◆ Aim of the task:
Repeat the records exactly, minus the pictures.

Exercise data section start

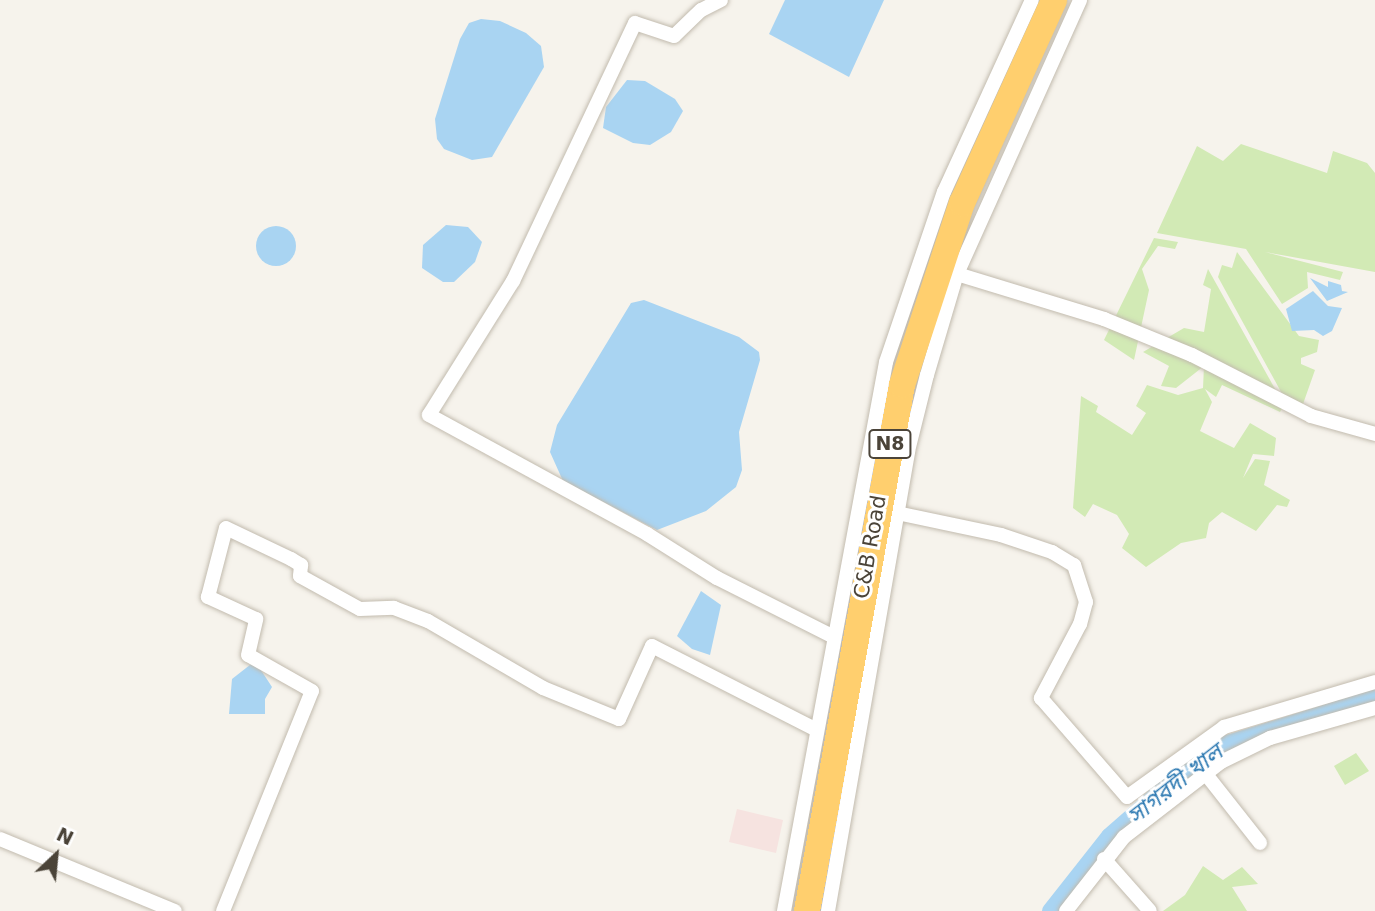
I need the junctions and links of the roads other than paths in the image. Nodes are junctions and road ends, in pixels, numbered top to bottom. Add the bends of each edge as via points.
1 (721, 0) edge
2 (1032, 0) edge
3 (1054, 0) edge
4 (1080, 0) edge
5 (957, 274) junction
6 (1375, 434) edge
7 (898, 513) junction
8 (834, 637) junction
9 (1375, 682) edge
10 (1375, 708) edge
11 (817, 730) junction
12 (1206, 773) junction
13 (0, 839) edge
14 (1261, 843) dead end
15 (1104, 859) junction
16 (175, 911) edge
17 (223, 911) edge
18 (784, 911) edge
19 (807, 911) edge
20 (828, 911) edge
21 (1066, 911) edge
22 (1150, 911) edge

1 - 8 street via 701,10 674,36 635,23 525,259 429,415 647,534 717,578
2 - 8 street via 944,192 886,362
3 - 19 highway, C&B Road / N8 via 962,202 902,385
4 - 5 street
5 - 6 street via 1104,319 1192,355 1311,415
5 - 7 street via 926,375
7 - 9 street via 1001,535 1052,551 1074,565 1086,602 1080,624 1041,698 1127,797 1224,727
7 - 20 street
8 - 11 street
10 - 12 street via 1270,738
11 - 17 street via 652,646 620,719 542,688 428,621 394,607 360,609 300,576 301,565 226,528 208,597 256,619 248,655 312,691
11 - 18 street
12 - 14 street
12 - 15 street via 1124,837
13 - 16 street
15 - 21 street
15 - 22 street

Exercise data section end

◆ Exercise response:
I need the junctions and links of the roads other than paths in the image. Nodes are junctions and road ends, in pixels, numbered top to bottom. Add the bends of each edge as via points.
1 (721, 0) edge
2 (1032, 0) edge
3 (1054, 0) edge
4 (1080, 0) edge
5 (957, 274) junction
6 (1375, 434) edge
7 (898, 513) junction
8 (834, 637) junction
9 (1375, 682) edge
10 (1375, 708) edge
11 (817, 730) junction
12 (1206, 773) junction
13 (0, 839) edge
14 (1261, 843) dead end
15 (1104, 859) junction
16 (175, 911) edge
17 (223, 911) edge
18 (784, 911) edge
19 (807, 911) edge
20 (828, 911) edge
21 (1066, 911) edge
22 (1150, 911) edge

1 - 8 street via 701,10 674,36 635,23 525,259 429,415 647,534 717,578
2 - 8 street via 944,192 886,362
3 - 19 highway, C&B Road / N8 via 962,202 902,385
4 - 5 street
5 - 6 street via 1104,319 1192,355 1311,415
5 - 7 street via 926,375
7 - 9 street via 1001,535 1052,551 1074,565 1086,602 1080,624 1041,698 1127,797 1224,727
7 - 20 street
8 - 11 street
10 - 12 street via 1270,738
11 - 17 street via 652,646 620,719 542,688 428,621 394,607 360,609 300,576 301,565 226,528 208,597 256,619 248,655 312,691
11 - 18 street
12 - 14 street
12 - 15 street via 1124,837
13 - 16 street
15 - 21 street
15 - 22 street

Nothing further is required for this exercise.